Stored data entries:
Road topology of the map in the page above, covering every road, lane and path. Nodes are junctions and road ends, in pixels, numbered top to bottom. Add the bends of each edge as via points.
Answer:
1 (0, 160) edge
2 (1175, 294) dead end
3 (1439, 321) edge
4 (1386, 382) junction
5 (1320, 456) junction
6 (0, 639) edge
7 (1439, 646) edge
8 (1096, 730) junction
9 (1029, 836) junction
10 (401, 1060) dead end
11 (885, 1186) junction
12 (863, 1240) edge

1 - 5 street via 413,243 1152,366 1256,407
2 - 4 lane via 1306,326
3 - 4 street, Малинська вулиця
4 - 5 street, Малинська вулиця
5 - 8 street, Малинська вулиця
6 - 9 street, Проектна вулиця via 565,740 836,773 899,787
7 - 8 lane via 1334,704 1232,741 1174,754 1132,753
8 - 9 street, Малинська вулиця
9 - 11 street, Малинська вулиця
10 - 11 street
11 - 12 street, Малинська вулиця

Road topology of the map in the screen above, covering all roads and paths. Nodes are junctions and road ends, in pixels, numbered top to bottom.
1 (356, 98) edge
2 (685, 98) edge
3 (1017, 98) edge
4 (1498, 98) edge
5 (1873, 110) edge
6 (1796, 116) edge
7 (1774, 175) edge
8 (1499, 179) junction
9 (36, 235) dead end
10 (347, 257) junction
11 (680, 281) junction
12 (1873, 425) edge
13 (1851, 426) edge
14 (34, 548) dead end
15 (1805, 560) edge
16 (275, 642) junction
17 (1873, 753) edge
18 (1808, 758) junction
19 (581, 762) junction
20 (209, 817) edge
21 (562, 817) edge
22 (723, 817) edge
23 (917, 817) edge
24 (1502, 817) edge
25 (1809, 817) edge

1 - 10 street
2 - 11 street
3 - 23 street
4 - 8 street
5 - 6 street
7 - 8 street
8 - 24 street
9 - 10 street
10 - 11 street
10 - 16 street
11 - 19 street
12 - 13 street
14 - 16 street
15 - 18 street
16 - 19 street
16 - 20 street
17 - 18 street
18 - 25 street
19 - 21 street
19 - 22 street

» About this exercise
The requested lines run from the one with "Road topology of the map in the screen" through the last line of the records. Return them exactly.

» Finished task
Road topology of the map in the screen above, covering all roads and paths. Nodes are junctions and road ends, in pixels, numbered top to bottom.
1 (356, 98) edge
2 (685, 98) edge
3 (1017, 98) edge
4 (1498, 98) edge
5 (1873, 110) edge
6 (1796, 116) edge
7 (1774, 175) edge
8 (1499, 179) junction
9 (36, 235) dead end
10 (347, 257) junction
11 (680, 281) junction
12 (1873, 425) edge
13 (1851, 426) edge
14 (34, 548) dead end
15 (1805, 560) edge
16 (275, 642) junction
17 (1873, 753) edge
18 (1808, 758) junction
19 (581, 762) junction
20 (209, 817) edge
21 (562, 817) edge
22 (723, 817) edge
23 (917, 817) edge
24 (1502, 817) edge
25 (1809, 817) edge

1 - 10 street
2 - 11 street
3 - 23 street
4 - 8 street
5 - 6 street
7 - 8 street
8 - 24 street
9 - 10 street
10 - 11 street
10 - 16 street
11 - 19 street
12 - 13 street
14 - 16 street
15 - 18 street
16 - 19 street
16 - 20 street
17 - 18 street
18 - 25 street
19 - 21 street
19 - 22 street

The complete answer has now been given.